The best way to make agents effective is to make the codebase legible. And the best way to get there might be simpler than you think: describe your problems clearly, let AI propose the structure, and have experienced engineers validate the result.
After the refactor, the backend has 29 domain modules with predictable structure, centralized auth enforcement with a clean insertion point for future entitlements, explicit cross-module surfaces enforced through public.ts, and routing that is testable and uniform. The system is still a monolith — intentionally. But it's a monolith with seams, which is what you need when the team is growing, the feature surface is expanding, and you want both humans and agents contributing without turning the codebase into a patchwork.
We're not presenting this as a solved problem. This architecture works well for us right now — but agentic development is moving so fast that what's "best practice" today might look quaint in six months. We're already seeing agents get better at understanding context, navigating larger codebases, and making architectural decisions that used to require human judgment.

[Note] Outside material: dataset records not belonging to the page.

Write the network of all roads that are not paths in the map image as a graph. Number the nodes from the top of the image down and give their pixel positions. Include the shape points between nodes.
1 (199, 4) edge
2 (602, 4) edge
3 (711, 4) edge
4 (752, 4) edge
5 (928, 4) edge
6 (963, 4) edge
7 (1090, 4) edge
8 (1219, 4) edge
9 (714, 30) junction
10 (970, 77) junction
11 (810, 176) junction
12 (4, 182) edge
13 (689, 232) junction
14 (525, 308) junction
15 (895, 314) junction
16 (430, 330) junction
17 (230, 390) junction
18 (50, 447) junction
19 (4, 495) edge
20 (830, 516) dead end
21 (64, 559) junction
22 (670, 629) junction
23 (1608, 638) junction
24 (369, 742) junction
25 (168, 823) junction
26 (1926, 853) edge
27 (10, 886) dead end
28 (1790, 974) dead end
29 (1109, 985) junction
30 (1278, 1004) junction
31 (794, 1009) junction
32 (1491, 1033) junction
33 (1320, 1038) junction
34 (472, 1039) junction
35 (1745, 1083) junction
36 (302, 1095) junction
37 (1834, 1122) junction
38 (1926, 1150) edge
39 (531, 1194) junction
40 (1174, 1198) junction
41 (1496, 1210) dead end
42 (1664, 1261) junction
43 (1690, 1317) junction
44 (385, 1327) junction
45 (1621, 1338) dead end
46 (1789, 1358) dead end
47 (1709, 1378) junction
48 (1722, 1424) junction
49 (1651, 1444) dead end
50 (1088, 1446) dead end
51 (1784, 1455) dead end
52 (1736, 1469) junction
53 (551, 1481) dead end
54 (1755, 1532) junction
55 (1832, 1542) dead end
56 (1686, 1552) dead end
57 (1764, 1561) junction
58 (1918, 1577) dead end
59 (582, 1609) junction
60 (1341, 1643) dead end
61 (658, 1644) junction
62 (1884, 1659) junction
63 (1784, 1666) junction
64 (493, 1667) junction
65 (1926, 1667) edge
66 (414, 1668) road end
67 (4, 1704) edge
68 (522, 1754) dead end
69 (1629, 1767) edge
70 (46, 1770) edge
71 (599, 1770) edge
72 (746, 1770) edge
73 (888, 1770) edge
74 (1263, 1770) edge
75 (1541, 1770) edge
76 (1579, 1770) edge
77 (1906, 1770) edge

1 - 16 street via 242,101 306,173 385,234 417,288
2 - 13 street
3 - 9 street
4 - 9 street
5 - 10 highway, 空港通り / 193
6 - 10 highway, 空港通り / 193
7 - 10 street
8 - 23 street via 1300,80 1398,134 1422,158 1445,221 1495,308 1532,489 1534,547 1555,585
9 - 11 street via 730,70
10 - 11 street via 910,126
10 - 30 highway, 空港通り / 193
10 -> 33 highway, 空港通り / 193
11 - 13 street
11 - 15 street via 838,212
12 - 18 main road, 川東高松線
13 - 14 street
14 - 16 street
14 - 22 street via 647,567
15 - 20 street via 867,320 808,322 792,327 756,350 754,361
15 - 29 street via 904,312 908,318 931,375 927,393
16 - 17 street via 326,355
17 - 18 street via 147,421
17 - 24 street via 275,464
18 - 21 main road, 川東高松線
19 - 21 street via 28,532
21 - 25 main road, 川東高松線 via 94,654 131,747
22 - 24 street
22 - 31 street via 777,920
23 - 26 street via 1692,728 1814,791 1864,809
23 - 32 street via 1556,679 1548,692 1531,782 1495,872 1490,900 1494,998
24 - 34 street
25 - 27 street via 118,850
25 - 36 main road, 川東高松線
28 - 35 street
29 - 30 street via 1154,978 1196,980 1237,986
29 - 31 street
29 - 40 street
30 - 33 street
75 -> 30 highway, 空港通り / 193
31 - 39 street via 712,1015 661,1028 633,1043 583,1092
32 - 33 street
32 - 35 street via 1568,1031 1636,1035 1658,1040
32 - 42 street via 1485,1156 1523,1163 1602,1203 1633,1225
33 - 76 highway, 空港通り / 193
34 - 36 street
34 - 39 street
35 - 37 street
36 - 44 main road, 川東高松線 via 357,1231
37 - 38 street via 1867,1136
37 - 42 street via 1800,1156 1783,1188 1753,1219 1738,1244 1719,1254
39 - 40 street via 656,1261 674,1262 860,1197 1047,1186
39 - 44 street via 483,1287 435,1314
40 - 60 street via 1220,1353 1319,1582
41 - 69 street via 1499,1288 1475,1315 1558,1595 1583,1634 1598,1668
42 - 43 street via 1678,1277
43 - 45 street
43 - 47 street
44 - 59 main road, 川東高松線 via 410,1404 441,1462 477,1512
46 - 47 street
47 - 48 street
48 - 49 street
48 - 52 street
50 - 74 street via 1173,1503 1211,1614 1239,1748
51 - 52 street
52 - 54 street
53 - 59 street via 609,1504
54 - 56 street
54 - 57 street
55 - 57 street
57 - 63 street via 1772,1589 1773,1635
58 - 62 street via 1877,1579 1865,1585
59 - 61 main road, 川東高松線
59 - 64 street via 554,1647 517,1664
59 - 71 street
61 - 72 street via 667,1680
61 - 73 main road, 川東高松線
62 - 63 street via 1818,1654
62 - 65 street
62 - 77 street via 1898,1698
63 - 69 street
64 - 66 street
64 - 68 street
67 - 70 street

The questions we're still working through: How much structure is the right amount before it becomes overhead that agents don't actually need? As agents improve, do strict module boundaries become more or less important? What conventions have other teams found effective for keeping agent-generated code architecturally sound?
If you're running a similar setup — or a completely different one that works — we'd genuinely like to hear about it. The playbook for human-agent collaboration is being written in real time, and no one team has the full picture yet.